D’emblée, l’auteure pose les assistées comme des sujets ayant un discours qui s’inscrit dans des rapports sociaux qui sont rarement égalitaires. On les considère trop souvent comme des subordonnées, donc en position d’infériorité. À tort, faut-il le préciser. Car si elles ne se racontaient pas, on ne connaîtrait pas leurs conditions de vie déplorables. On ne pourrait pas parler en leur nom ou défendre leurs droits, comme elles défendent les leurs au sein d’organismes féministes et communautaires.

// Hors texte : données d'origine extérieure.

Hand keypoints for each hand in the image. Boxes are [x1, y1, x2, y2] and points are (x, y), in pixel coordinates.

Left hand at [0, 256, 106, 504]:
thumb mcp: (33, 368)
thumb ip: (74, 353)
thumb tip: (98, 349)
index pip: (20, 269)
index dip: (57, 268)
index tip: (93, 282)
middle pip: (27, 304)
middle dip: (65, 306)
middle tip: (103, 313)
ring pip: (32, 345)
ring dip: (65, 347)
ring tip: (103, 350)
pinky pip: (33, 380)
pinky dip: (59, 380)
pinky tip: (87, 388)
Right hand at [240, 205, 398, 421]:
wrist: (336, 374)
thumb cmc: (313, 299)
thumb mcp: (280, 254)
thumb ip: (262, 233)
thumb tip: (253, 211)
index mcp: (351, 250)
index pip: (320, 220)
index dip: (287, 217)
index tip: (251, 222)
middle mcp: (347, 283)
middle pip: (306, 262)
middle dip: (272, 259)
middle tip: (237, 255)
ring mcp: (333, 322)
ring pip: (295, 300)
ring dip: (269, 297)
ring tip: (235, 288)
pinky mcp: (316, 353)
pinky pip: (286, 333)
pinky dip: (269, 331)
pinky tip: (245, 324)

L’auteure amorce son premier chapitre en retraçant les principaux justificatifs au fondement de la réforme de l’aide sociale et la mise en place du programme de travail obligatoire en Ontario. Elle montre que cette réforme souhaitait restaurer l’éthique du travail et établissait un principe de réciprocité selon lequel l’assistée avait l’obligation de s’insérer le plus rapidement possible dans le marché du travail en échange des prestations. Toutefois, les prestataires d’aide sociale n’ayant accès, la plupart du temps, qu’à des placements de bas niveau, elles ont beaucoup de difficulté à se trouver un emploi qualifié et à sortir du cercle de la précarité et de la pauvreté. Cela dit, l’auteure évoque que la notion de réciprocité avancée par le gouvernement est dénaturée. En effet, pour Michaud, si l’aide sociale doit être revendiquée comme un droit individuel et collectif, alors la réciprocité doit être comprise comme l’obligation sociale et étatique de permettre à toutes d’assurer leur bien-être et celui de leurs enfants et de conserver leur dignité en ayant accès à des moyens pour pouvoir assurer leur retour sur le marché du travail.

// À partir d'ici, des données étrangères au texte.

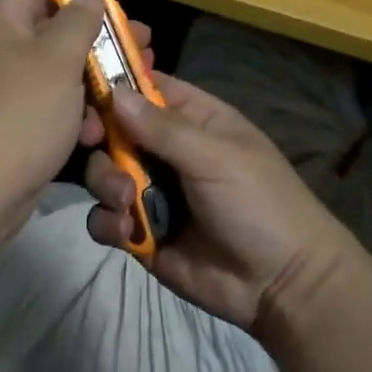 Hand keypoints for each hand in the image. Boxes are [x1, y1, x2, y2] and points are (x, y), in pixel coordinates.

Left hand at [0, 0, 109, 243]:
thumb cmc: (19, 113)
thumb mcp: (58, 57)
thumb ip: (79, 21)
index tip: (119, 13)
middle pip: (53, 34)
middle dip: (99, 46)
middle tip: (143, 53)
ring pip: (55, 76)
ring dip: (91, 86)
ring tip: (127, 95)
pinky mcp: (6, 128)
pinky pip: (46, 109)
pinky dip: (71, 116)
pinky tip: (95, 133)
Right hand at [84, 74, 352, 332]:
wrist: (283, 287)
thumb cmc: (259, 203)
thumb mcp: (215, 157)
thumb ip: (162, 128)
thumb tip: (114, 91)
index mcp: (191, 120)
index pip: (144, 87)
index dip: (114, 85)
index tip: (88, 92)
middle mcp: (165, 150)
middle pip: (113, 128)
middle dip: (100, 137)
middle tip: (95, 144)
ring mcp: (151, 190)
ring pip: (104, 171)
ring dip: (106, 182)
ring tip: (127, 202)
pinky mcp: (141, 232)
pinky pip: (105, 217)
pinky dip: (108, 221)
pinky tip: (127, 232)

Le chapitre deux présente brièvement la loi qui régit Ontario au travail (travail obligatoire ou workfare). L’auteure montre comment cette loi a été modifiée afin de mettre en place de nouvelles règles sur la cohabitation, la judiciarisation croissante de la vie des prestataires et la place et l’importance des placements communautaires d’Ontario au travail. Ce que nous retenons dans ce mouvement de la droite conservatrice, c’est l’absence de protection des prestataires. Par ailleurs, la présence intrusive des agents d’Ontario au travail ne semble pas avoir de fin. Les assistées font face à des agents dont les approches sont moralisatrices, coercitives, punitives et axées sur la performance et le redressement individuel. Ainsi, l’auteure montre que le régime d’aide sociale combiné au travail obligatoire, tel qu’on le connaît actuellement, fait porter le poids de la pauvreté sur les individus, en plus de les rendre victimes d’oppression et de racisme.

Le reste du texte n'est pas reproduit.